Preheat a grill to high. Puree the plum tomato, sun-dried tomatoes, vinegar, garlic, oregano, a few basil leaves and 2 tablespoons parmesan in a blender, drizzling in the sun-dried tomato oil until smooth. Add 2 to 3 tablespoons water, if needed; season with salt and pepper.

Halve the chicken breasts horizontally to make four 1/4-inch-thick cutlets. Brush with 1 tablespoon olive oil and season with salt and pepper. Grill the chicken until marked on the bottom, about 4 minutes, then turn and grill until cooked through, about 3 more minutes. Transfer to a cutting board.

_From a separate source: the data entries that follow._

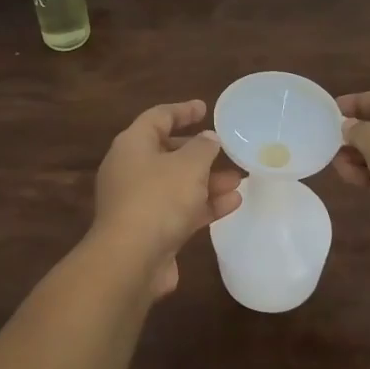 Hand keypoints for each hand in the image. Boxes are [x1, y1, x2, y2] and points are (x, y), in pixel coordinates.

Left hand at [88, 100, 243, 297]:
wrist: (130, 260)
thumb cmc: (158, 199)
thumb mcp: (188, 165)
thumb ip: (203, 148)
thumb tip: (208, 139)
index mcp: (132, 145)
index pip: (158, 117)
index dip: (182, 111)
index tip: (205, 108)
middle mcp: (131, 169)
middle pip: (167, 152)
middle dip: (200, 152)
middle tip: (226, 150)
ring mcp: (138, 201)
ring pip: (177, 183)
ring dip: (207, 181)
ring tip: (239, 179)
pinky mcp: (149, 229)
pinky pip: (179, 209)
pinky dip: (203, 204)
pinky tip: (233, 203) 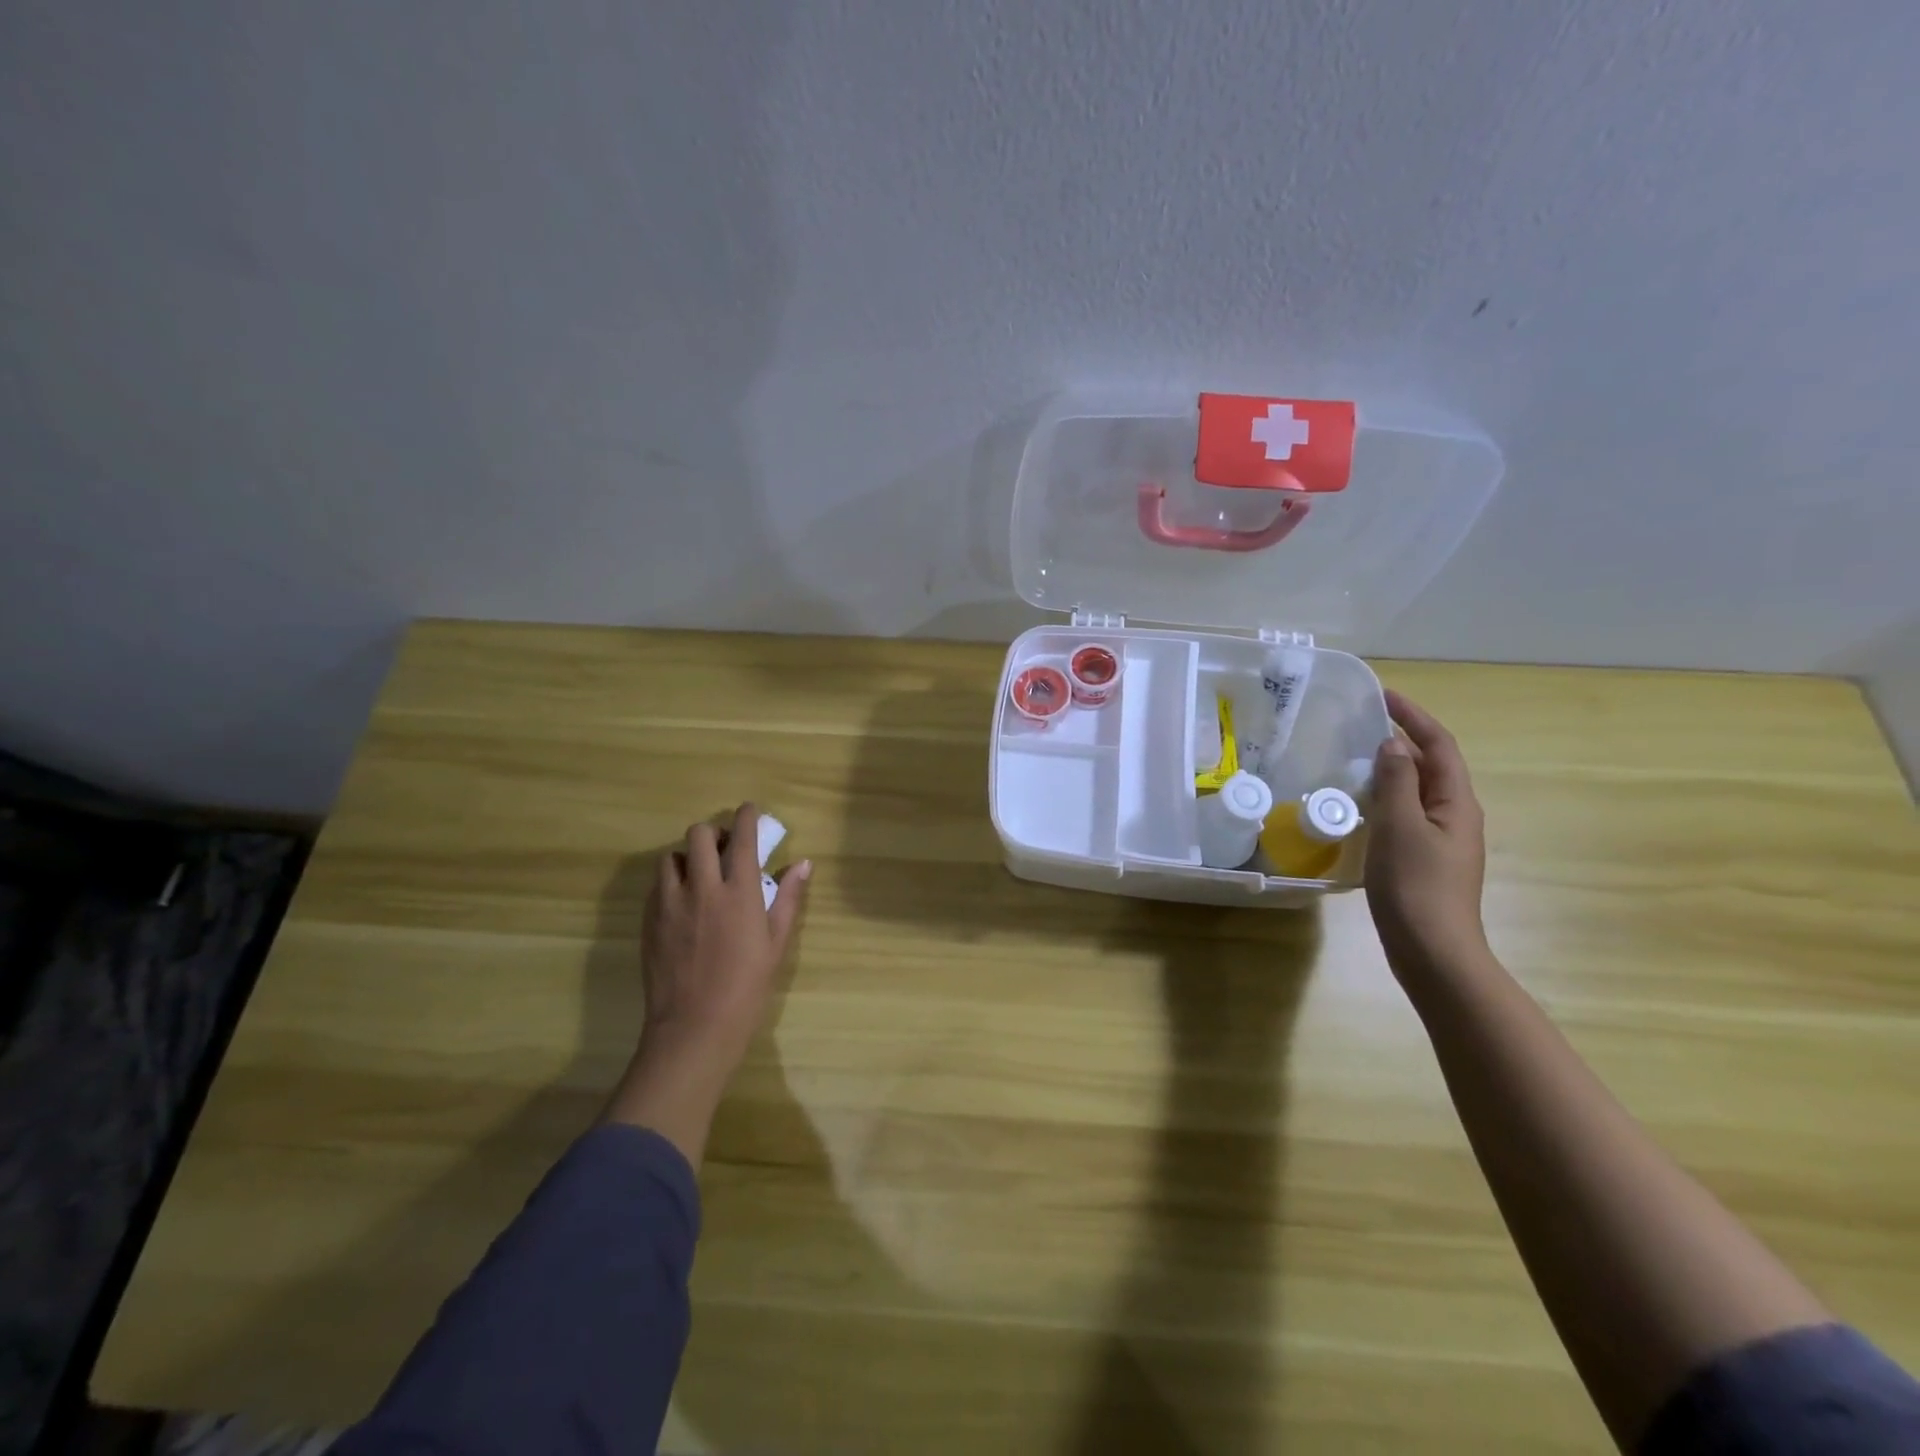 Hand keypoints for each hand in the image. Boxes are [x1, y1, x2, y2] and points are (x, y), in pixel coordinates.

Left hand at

Heat the remaining 2 tablespoons olive oil in a large skillet over medium-high heat. Add the breadcrumbs, season with salt and pepper and cook, stirring occasionally, until golden, about 2 minutes. Add the remaining 3 tablespoons plus 1 teaspoon parmesan and the parsley and cook until toasted, about 1 more minute.

Toss the salad greens and remaining basil in a large bowl. Cut the chicken into pieces and add to the greens along with the mozzarella. Toss with the dressing, then sprinkle with the breadcrumb mixture.